Pioneering Modernist
A relativist, ironist, and impressionist, Stephen Crane anticipated the modernism of Ernest Hemingway, F. Scott Fitzgerald, and William Faulkner by thirty years. Like Hemingway, he was preoccupied with violence, finding in the reaction of his hero under extreme duress the mystery of the hero’s character and fate. Like Fitzgerald and Faulkner, he dramatized the power of illusion to shape events and destinies. He seems closer to these writers in manner and spirit than to the writers of his own day. His novels, stories, and poems all left a lasting mark on the development of twentieth-century literature.
Works in Critical Context
The Red Badge of Courage
The Red Badge of Courage became an international sensation in 1895 and made its young author a famous man. Critic Bernard Weisberger said that the novel ”paints the experience of all young men who go into battle, familiar with fright but strangers to themselves.” Interestingly, most of the early praise for Crane came from English, not American, critics who stressed the realism of the novel and often incorrectly assumed that Crane was a Civil War veteran writing from personal experience (many actual veterans who read the novel made the same assumption). By the mid-twentieth century, critics such as R. W. Stallman were taking a new approach to The Red Badge of Courage, emphasizing its imagist and symbolist elements. Stallman’s focus on the Christian subtext behind Crane’s description of a setting sun as a ”communion wafer” sparked ongoing controversy. Still, whatever their interpretations, critics have been nearly unanimous in hailing the work as one of the greatest war novels of all time. As Eric Solomon wrote: ”Stephen Crane’s novel is the first work in English fiction of any length purely dedicated to an artistic reproduction of war, and it has rarely been approached in scope or intensity.”
Rediscovery in the 1920s
Crane remained well-known and widely admired until his untimely death. His reputation was greatly diminished for the next twenty years, but he was rediscovered in the 1920s by poets and novelists such as Willa Cather and Sherwood Anderson, who recognized in his experiments with new themes and subject matter something of the spirit of their own literary aims. As scholarship on Crane’s work has proliferated, his reputation has swelled. Contemporary critics generally agree that Crane was at his best in short works of fiction, and that his bold imagery and frankness advanced a robust, modern form of literary realism.
References
- Baum, Joan H. Stephen Crane. New York: Columbia University Libraries, 1956.
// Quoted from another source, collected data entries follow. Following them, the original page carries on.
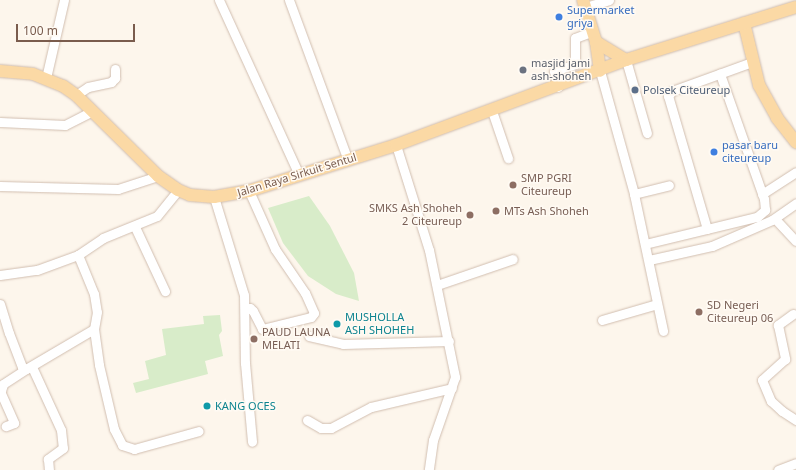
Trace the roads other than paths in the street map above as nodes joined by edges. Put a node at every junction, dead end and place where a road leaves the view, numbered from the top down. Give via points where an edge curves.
1 (64, 0) edge
2 (218, 0) edge
3 (289, 0) edge
4 (609, 0) edge
5 (584, 3) edge
6 (796, 7) edge
7 (744, 23) junction
8 (595, 36) junction
9 (626, 60) junction
10 (752, 62) junction
11 (116, 69) dead end
12 (0, 71) edge
13 (600, 71) junction
14 (720, 74) junction
15 (46, 78) junction
16 (558, 87) junction
17 (76, 95) junction
18 (92, 111) junction
19 (492, 111) junction
20 (0, 122) edge
21 (647, 133) dead end
22 (796, 142) edge
23 (396, 145) junction
24 (508, 158) dead end
25 (348, 160) junction
26 (796, 172) edge
27 (299, 175) junction
28 (158, 176) junction
29 (669, 185) dead end
30 (0, 186) edge
31 (178, 190) junction
32 (249, 191) junction
33 (634, 194) junction
34 (762, 194) junction
35 (214, 197) junction
36 (796, 204) edge
37 (796, 208) edge
38 (762, 214) junction
39 (777, 220) junction
40 (135, 226) junction
41 (707, 229) junction
42 (796, 242) edge
43 (645, 244) junction
44 (78, 255) junction
45 (513, 259) dead end
46 (649, 262) junction
47 (0, 274) edge
48 (438, 285) junction
49 (165, 291) dead end
50 (0, 304) edge
51 (657, 304) junction
52 (245, 310) junction
53 (793, 314) dead end
54 (602, 320) dead end
55 (94, 329) junction
56 (663, 331) dead end
57 (310, 336) dead end
58 (449, 341) junction
59 (29, 368) junction
60 (452, 388) junction
61 (0, 391) edge
62 (307, 420) dead end
63 (796, 420) edge
64 (6, 426) dead end
65 (199, 431) dead end
66 (252, 442) dead end
67 (796, 463) edge
68 (49, 470) edge
69 (429, 470) edge
70 (778, 470) edge

1 - 15 street
2 - 27 street
3 - 25 street
4 - 5 street
5 - 8 main road
6 - 7 main road, Jalan Raya Sirkuit Sentul
7 - 9 main road, Jalan Raya Sirkuit Sentul
7 - 10 main road
8 - 9 main road
8 - 13 main road
8 - 16 street via 575,38 576,64 554,70
9 - 13 main road, Jalan Raya Sirkuit Sentul
9 - 21 street
10 - 14 street
10 - 22 main road via 768,104
11 - 17 street via 115,78 110,82 88,87
12 - 15 main road, Jalan Raya Sirkuit Sentul via 21,72
13 - 16 main road, Jalan Raya Sirkuit Sentul
13 - 33 street
14 - 34 street
14 - 41 street via 672,91 668,96
15 - 17 main road, Jalan Raya Sirkuit Sentul
16 - 19 main road, Jalan Raya Sirkuit Sentul
17 - 18 main road, Jalan Raya Sirkuit Sentul
18 - 20 street via 65,125
18 - 28 main road, Jalan Raya Sirkuit Sentul
19 - 23 main road, Jalan Raya Sirkuit Sentul
19 - 24 street
23 - 25 main road, Jalan Raya Sirkuit Sentul
23 - 48 street
25 - 27 main road, Jalan Raya Sirkuit Sentul
26 - 34 street
27 - 32 main road, Jalan Raya Sirkuit Sentul
28 - 30 street via 118,189
28 - 31 main road, Jalan Raya Sirkuit Sentul
29 - 33 street
31 - 35 main road, Jalan Raya Sirkuit Sentul
31 - 40 street via 163,211
32 - 35 main road, Jalan Raya Sirkuit Sentul
32 - 52 street via 275,249 305,293 314,313 311,317 262,329 253,311 250,308
33 - 43 street
34 - 38 street via 765,210
35 - 52 street via 244,295
36 - 39 street
37 - 39 street
38 - 39 street
38 - 41 street
39 - 42 street
39 - 46 street via 713,250
40 - 44 street via 98,241
40 - 49 street
41 - 43 street
43 - 46 street
44 - 47 street via 37,270
44 - 55 street via 95,298 97,312
45 - 48 street
46 - 51 street
48 - 58 street
50 - 59 street via 22,367
51 - 54 street
51 - 56 street
52 - 66 street via 245,363
53 - 63 street via 778,325 785,359 762,379 771,401
55 - 59 street
55 - 65 street via 105,395 122,445 134,450
57 - 58 street via 343,344
58 - 60 street via 455,378
59 - 61 street via 3,384
59 - 68 street via 61,430 63,448 48,459
60 - 62 street via 371,407 331,428 321,428
60 - 69 street via 433,440
61 - 64 street via 14,423
67 - 70 street

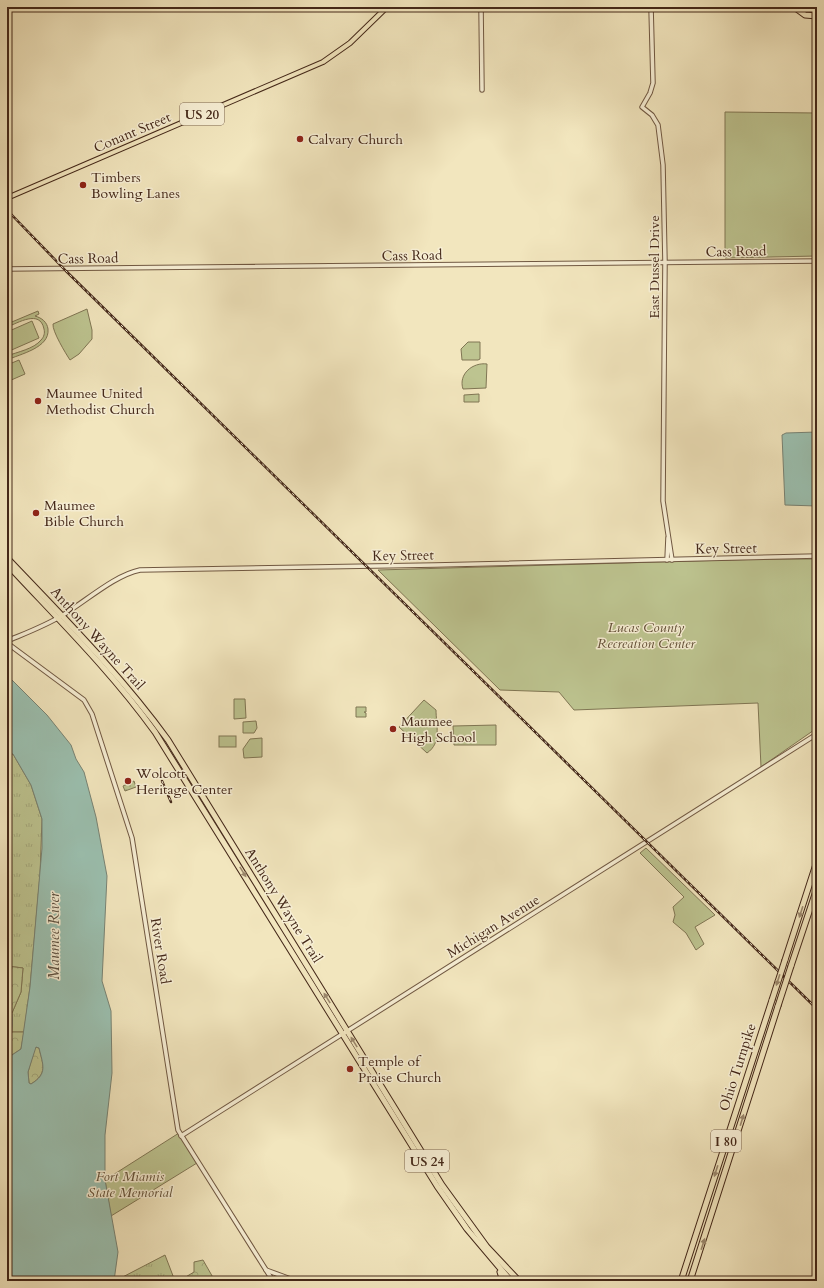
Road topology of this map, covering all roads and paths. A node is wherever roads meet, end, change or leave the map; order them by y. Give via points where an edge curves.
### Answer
1 (481, 7) edge
2 (650, 7) edge
3 (795, 7) edge
4 (385, 8) edge
5 (817, 15) edge
6 (482, 90) dead end
7 (7, 198) edge
8 (817, 261) edge
9 (665, 262) junction
10 (7, 269) edge
11 (668, 536) junction
12 (817, 556) edge
13 (7, 558) edge
14 (667, 560) junction
15 (672, 560) junction
16 (7, 564) edge
17 (60, 616) junction
18 (7, 642) edge
19 (817, 734) edge
20 (817, 862) edge
21 (817, 888) edge
22 (345, 1033) junction
23 (181, 1136) junction
24 (479, 1244) junction
25 (265, 1269) junction
26 (504, 1280) edge
27 (273, 1281) edge
28 (296, 1281) edge
29 (511, 1281) edge
30 (519, 1281) edge
31 (681, 1281) edge
32 (690, 1281) edge

1 - 6 street
2 - 9 street, East Dussel Drive via 653,83 642,107 655,119 660,130
3 - 5 highway
4 - 7 main road, Conant Street / US 20 via 350,43 323,62
8 - 9 street, Cass Road
9 - 10 street, Cass Road
9 - 11 street, East Dussel Drive via 664,501
11 - 14 street, East Dussel Drive
11 - 15 street, East Dussel Drive
12 - 15 street, Key Street
13 - 17 highway, Anthony Wayne Trail / US 24
14 - 15 street, Key Street
14 - 17 street, Key Street via 140,570 116,580
16 - 17 highway, Anthony Wayne Trail / US 24
17 - 18 street, Key Street
17 - 22 highway, Anthony Wayne Trail / US 24 via 118,684 164,744
18 - 23 street, River Road via 86,702 99,731 132,838 176,1124
19 - 22 street, Michigan Avenue
20 -> 31 highway, Ohio Turnpike / I 80, bridge
32 -> 21 highway, Ohio Turnpike / I 80, bridge
22 - 23 street, Michigan Avenue
22 - 24 highway, Anthony Wayne Trail / US 24 via 441,1192
30 -> 22 highway, Anthony Wayne Trail / US 24 via 487,1247 458,1208
23 - 25 street, River Road
24 - 26 highway via 503,1275
24 - 29 highway, Anthony Wayne Trail / US 24
25 - 27 street, River Road
25 - 28 street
- Bergon, Frank. Stephen Crane’s Artistry. New York: Columbia University Press, 1975.8
- Berryman, John. Stephen Crane. New York: Sloane, 1950.
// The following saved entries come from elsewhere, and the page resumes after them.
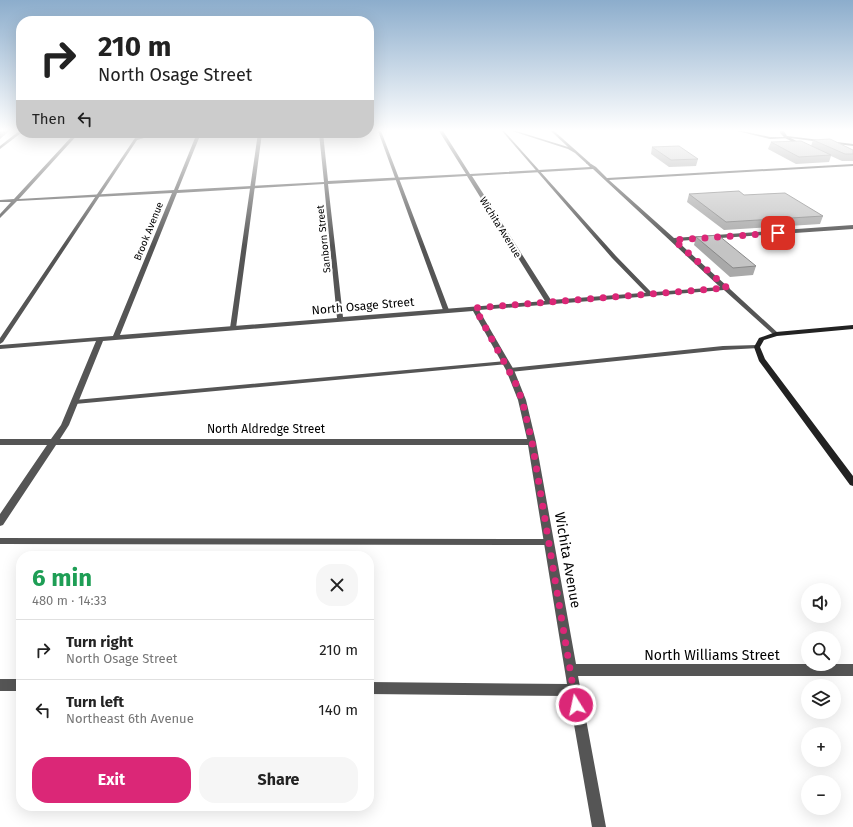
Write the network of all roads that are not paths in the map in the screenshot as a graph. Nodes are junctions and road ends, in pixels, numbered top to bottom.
1 (44, 170) edge
2 (115, 170) edge
3 (184, 170) edge
4 (255, 170) edge
5 (325, 170) edge
6 (394, 170) edge
7 (465, 170) edge
8 (537, 170) edge
9 (573, 170) edge
10 (597, 170) edge
11 (777, 170) edge
12 (539, 172) junction
13 (469, 176) junction
14 (398, 179) junction
15 (606, 179) junction
16 (326, 183) junction
17 (252, 187) junction
18 (176, 191) junction
19 (97, 196) junction
20 (16, 200) junction
21 (0, 201) edge
22 (0, 217) edge
23 (853, 227) edge
24 (674, 240) junction
25 (727, 288) junction
26 (650, 294) junction
27 (549, 302) junction
28 (475, 308) junction
29 (446, 310) junction
30 (340, 319) junction
31 (853, 327) edge
32 (232, 328) junction
33 (776, 334) junction
34 (116, 337) junction
35 (100, 339) junction
36 (0, 342) edge
37 (0, 347) edge
38 (757, 347) junction
39 (508, 366) junction
40 (75, 402) junction
41 (55, 441) junction
42 (0, 442) edge
43 (532, 442) junction
44 (853, 483) edge
45 (0, 522) edge
46 (0, 541) edge
47 (548, 542) junction
48 (570, 670) junction
49 (853, 670) edge
50 (0, 685) edge
51 (16, 685) edge
52 (374, 688) edge
53 (574, 690) junction
54 (599, 827) edge

1 - 20 street
2 - 19 lane
3 - 18 street, Brook Avenue
4 - 17 lane
5 - 16 street, Sanborn Street
6 - 14 lane
7 - 13 street, Wichita Avenue
8 - 12 lane
9 - 12 street
10 - 15 street
11 - 15 street
12 - 13 street
12 - 26 lane
13 - 14 street
13 - 27 street, Wichita Avenue
14 - 16 street
14 - 29 lane
15 - 24 street
16 - 17 street
16 - 30 street, Sanborn Street
17 - 18 street
17 - 32 lane
18 - 19 street
18 - 34 street, Brook Avenue
19 - 20 street
19 - 36 lane
20 - 21 street
20 - 22 street
23 - 24 street
24 - 25 street
25 - 26 street, North Osage Street
25 - 33 street
26 - 27 street, North Osage Street
27 - 28 street, North Osage Street
28 - 29 street, North Osage Street
28 - 39 street, Wichita Avenue
29 - 30 street, North Osage Street
30 - 32 street, North Osage Street
31 - 33 street
32 - 34 street, North Osage Street
33 - 38 street
34 - 35 street, North Osage Street
35 - 37 street, North Osage Street
35 - 40 street
38 - 39 lane
38 - 44 street
39 - 40 lane
39 - 43 street, Wichita Avenue
40 - 41 street
41 - 42 street, North Aldredge Street
41 - 43 street, North Aldredge Street
41 - 45 street
43 - 47 street, Wichita Avenue
46 - 47 lane
47 - 48 street, Wichita Avenue
48 - 49 street, North Williams Street
48 - 53 street, Wichita Avenue
50 - 51 street
52 - 53 street
53 - 54 street, Wichita Avenue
- Bruccoli, Matthew J. Stephen Crane 1871-1971. Columbia, S.C.: Department of English, University of South Carolina, 1971.
- Cady, Edwin H. Stephen Crane. Boston: Twayne, 1980.
- Holton, Milne. Cylinder of Vision: The Fiction and Journalistic Writing of Stephen Crane. Baton Rouge,La.: Louisiana State University Press, 1972.
- Robertson, Michael. Stephen Crane: Journalism and the Making of Modern American Literature. New York: Columbia University Press, 1997.
- Solomon, Eric. Stephen Crane: From Parody to Realism. Cambridge, Mass.: Harvard University Press, 1966.
- Stallman, R. W. Stephen Crane: A Biography. New York: Brazillier, 1968.
- ”Stephen Crane (1871-1900).” Twentieth-Century Literary Criticism. Ed. Paula Kepos. Vol. 32. Detroit: Gale Research, 1989. 132-190.
- Weatherford, R. M., ed. Stephen Crane, The Critical Heritage. London: Routledge and Kegan Paul, 1973.